Imagine that we have some schemafull building
records that we’d like to experiment with but don’t want to touch its schema or make any changes to the existing data. In this case, we can use INSERT INTO
to copy the entire content into a different table name and then work with that data.
INSERT INTO building_schemaless (SELECT * FROM building);
This will create a table called building_schemaless
with all the data from building
, but no schema. This INSERT INTO <table_name> (SELECT * FROM existing_table_name)
pattern is an easy way to experiment with your existing data without making any changes to it.

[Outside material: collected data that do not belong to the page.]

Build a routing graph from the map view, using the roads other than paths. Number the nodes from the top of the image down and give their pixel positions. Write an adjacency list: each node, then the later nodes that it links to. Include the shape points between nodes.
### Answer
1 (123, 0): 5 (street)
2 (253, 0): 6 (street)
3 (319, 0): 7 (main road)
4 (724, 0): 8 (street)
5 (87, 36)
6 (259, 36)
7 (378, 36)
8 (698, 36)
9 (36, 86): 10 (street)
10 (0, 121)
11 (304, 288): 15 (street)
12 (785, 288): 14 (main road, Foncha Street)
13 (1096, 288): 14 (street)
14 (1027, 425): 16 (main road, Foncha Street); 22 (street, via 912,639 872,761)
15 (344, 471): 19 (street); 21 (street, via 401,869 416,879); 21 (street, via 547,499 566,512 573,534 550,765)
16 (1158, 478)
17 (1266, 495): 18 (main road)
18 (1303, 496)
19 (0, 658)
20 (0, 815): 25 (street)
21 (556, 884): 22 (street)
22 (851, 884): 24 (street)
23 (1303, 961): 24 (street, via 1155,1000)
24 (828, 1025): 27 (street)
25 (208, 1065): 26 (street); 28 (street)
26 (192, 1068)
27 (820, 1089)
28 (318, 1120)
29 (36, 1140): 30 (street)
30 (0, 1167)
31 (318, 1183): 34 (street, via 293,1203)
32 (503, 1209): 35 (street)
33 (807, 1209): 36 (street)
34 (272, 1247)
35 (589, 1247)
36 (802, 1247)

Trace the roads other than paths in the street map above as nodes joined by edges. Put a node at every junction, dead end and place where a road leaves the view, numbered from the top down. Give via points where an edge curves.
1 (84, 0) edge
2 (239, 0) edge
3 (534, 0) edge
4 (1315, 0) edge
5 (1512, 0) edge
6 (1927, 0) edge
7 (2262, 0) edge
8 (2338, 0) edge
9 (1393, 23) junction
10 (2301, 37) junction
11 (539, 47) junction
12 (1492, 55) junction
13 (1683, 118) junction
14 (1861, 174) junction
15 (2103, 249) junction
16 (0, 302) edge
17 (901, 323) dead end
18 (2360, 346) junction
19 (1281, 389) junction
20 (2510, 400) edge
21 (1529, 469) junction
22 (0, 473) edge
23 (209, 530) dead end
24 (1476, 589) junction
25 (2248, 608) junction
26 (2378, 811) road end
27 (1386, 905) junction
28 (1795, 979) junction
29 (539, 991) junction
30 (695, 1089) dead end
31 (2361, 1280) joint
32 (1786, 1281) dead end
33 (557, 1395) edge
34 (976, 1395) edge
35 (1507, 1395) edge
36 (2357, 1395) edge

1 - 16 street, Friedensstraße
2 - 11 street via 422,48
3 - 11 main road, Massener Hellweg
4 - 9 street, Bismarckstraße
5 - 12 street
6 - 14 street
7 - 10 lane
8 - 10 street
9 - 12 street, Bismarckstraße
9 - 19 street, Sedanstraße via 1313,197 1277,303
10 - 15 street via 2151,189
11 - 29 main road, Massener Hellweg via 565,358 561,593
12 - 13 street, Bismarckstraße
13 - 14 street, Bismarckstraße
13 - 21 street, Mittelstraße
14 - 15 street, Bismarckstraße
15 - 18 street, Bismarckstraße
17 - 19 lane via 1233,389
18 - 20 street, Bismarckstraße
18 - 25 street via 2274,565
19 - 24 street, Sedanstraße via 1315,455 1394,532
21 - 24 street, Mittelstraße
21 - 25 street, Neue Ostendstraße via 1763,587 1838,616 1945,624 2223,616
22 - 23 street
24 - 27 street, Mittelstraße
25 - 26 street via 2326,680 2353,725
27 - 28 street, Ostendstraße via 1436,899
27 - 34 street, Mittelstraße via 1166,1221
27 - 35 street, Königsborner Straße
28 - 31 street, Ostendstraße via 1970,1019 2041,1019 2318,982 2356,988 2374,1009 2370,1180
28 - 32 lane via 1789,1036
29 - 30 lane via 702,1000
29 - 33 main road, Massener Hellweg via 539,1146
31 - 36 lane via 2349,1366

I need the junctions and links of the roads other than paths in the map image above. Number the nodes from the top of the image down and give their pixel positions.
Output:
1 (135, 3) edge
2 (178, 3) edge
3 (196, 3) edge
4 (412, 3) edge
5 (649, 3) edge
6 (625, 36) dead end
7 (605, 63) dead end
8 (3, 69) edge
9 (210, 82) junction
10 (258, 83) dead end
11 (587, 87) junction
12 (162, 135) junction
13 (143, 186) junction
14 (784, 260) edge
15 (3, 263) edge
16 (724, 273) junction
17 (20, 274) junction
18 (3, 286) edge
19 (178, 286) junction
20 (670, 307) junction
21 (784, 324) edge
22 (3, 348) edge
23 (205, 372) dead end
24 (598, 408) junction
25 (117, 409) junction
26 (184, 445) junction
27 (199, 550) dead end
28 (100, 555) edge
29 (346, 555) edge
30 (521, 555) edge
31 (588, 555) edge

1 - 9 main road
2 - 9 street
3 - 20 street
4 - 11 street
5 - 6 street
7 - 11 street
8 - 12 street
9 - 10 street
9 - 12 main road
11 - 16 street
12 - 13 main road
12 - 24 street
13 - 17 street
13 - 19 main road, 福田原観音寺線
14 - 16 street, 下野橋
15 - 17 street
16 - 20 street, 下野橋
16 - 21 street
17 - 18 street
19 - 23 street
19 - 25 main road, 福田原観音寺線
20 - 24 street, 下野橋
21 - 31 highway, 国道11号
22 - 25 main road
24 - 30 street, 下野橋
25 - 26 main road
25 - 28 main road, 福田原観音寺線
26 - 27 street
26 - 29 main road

And for tables with a lot of data, you can use LIMIT
to only bring in a certain number of records. The query below will select only the first 100:
INSERT INTO building_schemaless (SELECT * FROM building LIMIT 100);
With these quick tips out of the way, it’s time to turn to another mental challenge: understanding relations in which who is in
and who is out
aren’t clear.
We haven’t created the person
records for the three knights yet, so let’s get around to that. They can all be created inside a single INSERT
statement.
INSERT INTO person [ { id: "bear_knight", name: "Bear knight", money: 100000, properties: [building:bear_castle ] }, { id: "eagle_knight", name: "Eagle knight", money: 200000, properties: [building:eagle_castle] }, { id: "fish_knight", name: "Fish knight", money: 500000, properties: [building:fish_castle] }, ];
Response[ { id: person:bear_knight, money: 100000, name: 'Bear knight', properties: [ building:bear_castle ] }, { id: person:eagle_knight, money: 200000, name: 'Eagle knight', properties: [ building:eagle_castle ] }, { id: person:fish_knight, money: 500000, name: 'Fish knight', properties: [ building:fish_castle ] } ]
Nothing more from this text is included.